SOURCE DATA START
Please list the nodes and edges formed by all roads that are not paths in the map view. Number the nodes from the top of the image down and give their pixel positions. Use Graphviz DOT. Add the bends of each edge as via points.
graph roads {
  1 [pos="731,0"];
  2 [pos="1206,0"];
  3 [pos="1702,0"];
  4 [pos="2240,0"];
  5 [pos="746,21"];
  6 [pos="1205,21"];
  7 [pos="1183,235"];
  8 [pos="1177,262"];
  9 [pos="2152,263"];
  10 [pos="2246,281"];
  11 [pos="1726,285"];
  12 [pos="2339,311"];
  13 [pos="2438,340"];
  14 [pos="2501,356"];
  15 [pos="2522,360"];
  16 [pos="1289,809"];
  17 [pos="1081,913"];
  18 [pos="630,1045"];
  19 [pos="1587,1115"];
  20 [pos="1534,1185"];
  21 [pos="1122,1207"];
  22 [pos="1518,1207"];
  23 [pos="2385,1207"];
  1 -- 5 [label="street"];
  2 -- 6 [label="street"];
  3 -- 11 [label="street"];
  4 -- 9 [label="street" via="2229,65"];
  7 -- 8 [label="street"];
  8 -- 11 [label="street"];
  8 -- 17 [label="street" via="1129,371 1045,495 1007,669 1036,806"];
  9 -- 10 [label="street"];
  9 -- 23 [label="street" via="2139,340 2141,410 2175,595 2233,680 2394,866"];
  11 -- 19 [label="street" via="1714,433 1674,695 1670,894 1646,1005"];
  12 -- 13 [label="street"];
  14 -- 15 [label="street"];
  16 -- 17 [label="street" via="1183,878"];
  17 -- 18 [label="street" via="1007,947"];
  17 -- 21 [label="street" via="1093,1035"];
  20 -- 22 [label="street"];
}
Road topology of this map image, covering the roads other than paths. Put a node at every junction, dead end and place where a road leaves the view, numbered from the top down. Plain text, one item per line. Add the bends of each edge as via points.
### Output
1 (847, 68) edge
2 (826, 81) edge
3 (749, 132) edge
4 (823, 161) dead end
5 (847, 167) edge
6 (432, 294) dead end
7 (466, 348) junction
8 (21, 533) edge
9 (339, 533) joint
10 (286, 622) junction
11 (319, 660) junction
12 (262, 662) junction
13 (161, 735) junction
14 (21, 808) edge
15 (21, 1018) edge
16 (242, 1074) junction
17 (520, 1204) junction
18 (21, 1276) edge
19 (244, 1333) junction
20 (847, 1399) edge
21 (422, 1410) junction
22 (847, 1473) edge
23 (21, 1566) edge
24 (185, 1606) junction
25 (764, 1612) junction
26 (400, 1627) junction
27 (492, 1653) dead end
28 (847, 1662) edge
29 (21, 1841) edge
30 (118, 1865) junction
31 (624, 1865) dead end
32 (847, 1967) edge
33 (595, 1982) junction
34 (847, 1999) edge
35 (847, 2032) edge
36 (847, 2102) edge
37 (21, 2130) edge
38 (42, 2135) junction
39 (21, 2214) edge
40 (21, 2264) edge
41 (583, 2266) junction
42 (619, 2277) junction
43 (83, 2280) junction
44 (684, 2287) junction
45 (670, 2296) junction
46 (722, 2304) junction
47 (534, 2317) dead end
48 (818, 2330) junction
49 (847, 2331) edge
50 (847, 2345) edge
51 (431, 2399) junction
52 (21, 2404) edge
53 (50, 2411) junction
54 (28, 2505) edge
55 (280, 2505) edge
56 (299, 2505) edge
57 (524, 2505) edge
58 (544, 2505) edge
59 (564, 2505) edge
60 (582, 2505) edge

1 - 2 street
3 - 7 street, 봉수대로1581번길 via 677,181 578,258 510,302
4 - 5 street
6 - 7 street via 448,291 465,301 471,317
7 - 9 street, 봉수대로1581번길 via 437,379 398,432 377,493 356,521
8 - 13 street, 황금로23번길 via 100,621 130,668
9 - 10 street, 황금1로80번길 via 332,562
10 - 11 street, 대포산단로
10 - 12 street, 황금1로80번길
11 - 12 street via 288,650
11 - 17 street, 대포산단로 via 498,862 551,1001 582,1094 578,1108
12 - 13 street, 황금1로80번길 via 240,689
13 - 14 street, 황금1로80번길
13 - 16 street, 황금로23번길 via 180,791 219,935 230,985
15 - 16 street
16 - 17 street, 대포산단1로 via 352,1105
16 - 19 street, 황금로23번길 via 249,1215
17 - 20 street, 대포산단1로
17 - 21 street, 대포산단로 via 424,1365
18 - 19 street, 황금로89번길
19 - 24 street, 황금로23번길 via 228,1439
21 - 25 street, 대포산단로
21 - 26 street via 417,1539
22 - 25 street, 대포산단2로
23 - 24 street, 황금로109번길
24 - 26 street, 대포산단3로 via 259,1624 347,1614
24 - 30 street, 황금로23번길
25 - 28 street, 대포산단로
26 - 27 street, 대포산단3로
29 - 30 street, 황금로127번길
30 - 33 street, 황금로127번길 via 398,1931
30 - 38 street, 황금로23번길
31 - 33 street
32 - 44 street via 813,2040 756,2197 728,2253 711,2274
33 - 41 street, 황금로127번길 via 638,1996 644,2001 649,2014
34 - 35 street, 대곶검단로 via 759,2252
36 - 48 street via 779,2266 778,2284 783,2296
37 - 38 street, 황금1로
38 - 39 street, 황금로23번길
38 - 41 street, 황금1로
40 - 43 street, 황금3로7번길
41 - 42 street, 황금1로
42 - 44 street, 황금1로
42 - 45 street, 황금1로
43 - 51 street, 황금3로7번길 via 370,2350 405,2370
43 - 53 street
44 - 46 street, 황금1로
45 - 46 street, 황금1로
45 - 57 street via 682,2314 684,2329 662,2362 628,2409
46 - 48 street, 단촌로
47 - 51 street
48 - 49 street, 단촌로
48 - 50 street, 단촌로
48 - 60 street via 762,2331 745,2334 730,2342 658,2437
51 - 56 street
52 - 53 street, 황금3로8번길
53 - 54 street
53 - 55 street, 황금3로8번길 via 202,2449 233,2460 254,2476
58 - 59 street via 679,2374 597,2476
SOURCE DATA END
Each entry should be duplicated exactly as it was given.

COMPLETED TASK
Please list the nodes and edges formed by all roads that are not paths in the map view. Number the nodes from the top of the image down and give their pixel positions. Use Graphviz DOT. Add the bends of each edge as via points.
graph roads {
  1 [pos="731,0"];
  2 [pos="1206,0"];
  3 [pos="1702,0"];
  4 [pos="2240,0"];
  5 [pos="746,21"];
  6 [pos="1205,21"];
  7 [pos="1183,235"];
  8 [pos="1177,262"];
  9 [pos="2152,263"];
  10 [pos="2246,281"];
  11 [pos="1726,285"];
  12 [pos="2339,311"];
  13 [pos="2438,340"];
  14 [pos="2501,356"];
  15 [pos="2522,360"];
  16 [pos="1289,809"];
  17 [pos="1081,913"];
  18 [pos="630,1045"];
  19 [pos="1587,1115"];
  20 [pos="1534,1185"];
  21 [pos="1122,1207"];
  22 [pos="1518,1207"];
  23 [pos="2385,1207"];
  1 -- 5 [label="street"];
  2 -- 6 [label="street"];
  3 -- 11 [label="street"];
  4 -- 9 [label="street" via="2229,65"];
  7 -- 8 [label="street"];
  8 -- 11 [label="street"];
  8 -- 17 [label="street" via="1129,371 1045,495 1007,669 1036,806"];
  9 -- 10 [label="street"];
  9 -- 23 [label="street" via="2139,340 2141,410 2175,595 2233,680 2394,866"];
  11 -- 19 [label="street" via="1714,433 1674,695 1670,894 1646,1005"];
  12 -- 13 [label="street"];
  14 -- 15 [label="street"];
  16 -- 17 [label="street" via="1183,878"];
  17 -- 18 [label="street" via="1007,947"];
  17 -- 21 [label="street" via="1093,1035"];
  20 -- 22 [label="street"];
}
Road topology of this map image, covering the roads other than paths. Put a node at every junction, dead end and place where a road leaves the view, numbered from the top down. Plain text, one item per line. Add the bends of each edge as via points.
### Output
1 (847, 68) edge
2 (826, 81) edge
3 (749, 132) edge
4 (823, 161) dead end
5 (847, 167) edge
6 (432, 294) dead end
7 (466, 348) junction
8 (21, 533) edge
9 (339, 533) joint
10 (286, 622) junction
11 (319, 660) junction
12 (262, 662) junction
13 (161, 735) junction
14 (21, 808) edge
15 (21, 1018) edge
16 (242, 1074) junction
17 (520, 1204) junction
18 (21, 1276) edge
19 (244, 1333) junction
20 (847, 1399) edge
21 (422, 1410) junction
22 (847, 1473) edge
23 (21, 1566) edge
24 (185, 1606) junction
25 (764, 1612) junction
26 (400, 1627) junction
27 (492, 1653) dead end
28 (847, 1662) edge
29 (21, 1841) edge
30 (118, 1865) junction
31 (624, 1865) dead end
32 (847, 1967) edge
33 (595, 1982) junction
34 (847, 1999) edge
35 (847, 2032) edge
36 (847, 2102) edge
37 (21, 2130) edge
38 (42, 2135) junction
39 (21, 2214) edge
40 (21, 2264) edge
41 (583, 2266) junction
42 (619, 2277) junction
43 (83, 2280) junction
44 (684, 2287) junction
45 (670, 2296) junction
46 (722, 2304) junction
47 (534, 2317) dead end
48 (818, 2330) junction
49 (847, 2331) edge
50 (847, 2345) edge
51 (431, 2399) junction
52 (21, 2404) edge
53 (50, 2411) junction
54 (28, 2505) edge
55 (280, 2505) edge
56 (299, 2505) edge
57 (524, 2505) edge
58 (544, 2505) edge
59 (564, 2505) edge
60 (582, 2505) edge

1 - 2 street
3 - 7 street, 봉수대로1581번길 via 677,181 578,258 510,302
4 - 5 street
6 - 7 street via 448,291 465,301 471,317
7 - 9 street, 봉수대로1581번길 via 437,379 398,432 377,493 356,521
8 - 13 street, 황금로23번길 via 100,621 130,668
9 - 10 street, 황금1로80번길 via 332,562
10 - 11 street, 대포산단로
10 - 12 street, 황금1로80번길
11 - 12 street via 288,650
11 - 17 street, 대포산단로 via 498,862 551,1001 582,1094 578,1108
12 - 13 street, 황금1로80번길 via 240,689
13 - 14 street, 황금1로80번길
13 - 16 street, 황금로23번길 via 180,791 219,935 230,985
15 - 16 street
16 - 17 street, 대포산단1로 via 352,1105
16 - 19 street, 황금로23번길 via 249,1215
17 - 20 street, 대포산단1로
17 - 21 street, 대포산단로 via 424,1365
18 - 19 street, 황금로89번길
19 - 24 street, 황금로23번길 via 228,1439
21 - 25 street, 대포산단로
21 - 26 street via 417,1539
22 - 25 street, 대포산단2로
23 - 24 street, 황금로109번길
24 - 26 street, 대포산단3로 via 259,1624 347,1614
24 - 30 street, 황금로23번길
25 - 28 street, 대포산단로
26 - 27 street, 대포산단3로
29 - 30 street, 황금로127번길
30 - 33 street, 황금로127번길 via 398,1931
30 - 38 street, 황금로23번길
31 - 33 street
32 - 44 street via 813,2040 756,2197 728,2253 711,2274
33 - 41 street, 황금로127번길 via 638,1996 644,2001 649,2014
34 - 35 street, 대곶검단로 via 759,2252
36 - 48 street via 779,2266 778,2284 783,2296
37 - 38 street, 황금1로
38 - 39 street, 황금로23번길
38 - 41 street, 황금1로
40 - 43 street, 황금3로7번길
41 - 42 street, 황금1로
42 - 44 street, 황금1로
42 - 45 street, 황금1로
43 - 51 street, 황금3로7번길 via 370,2350 405,2370
43 - 53 street
44 - 46 street, 황금1로
45 - 46 street, 황금1로
45 - 57 street via 682,2314 684,2329 662,2362 628,2409
46 - 48 street, 단촌로
47 - 51 street
48 - 49 street, 단촌로
48 - 50 street, 단촌로
48 - 60 street via 762,2331 745,2334 730,2342 658,2437
51 - 56 street
52 - 53 street, 황금3로8번길
53 - 54 street
53 - 55 street, 황금3로8번길 via 202,2449 233,2460 254,2476
58 - 59 street via 679,2374 597,2476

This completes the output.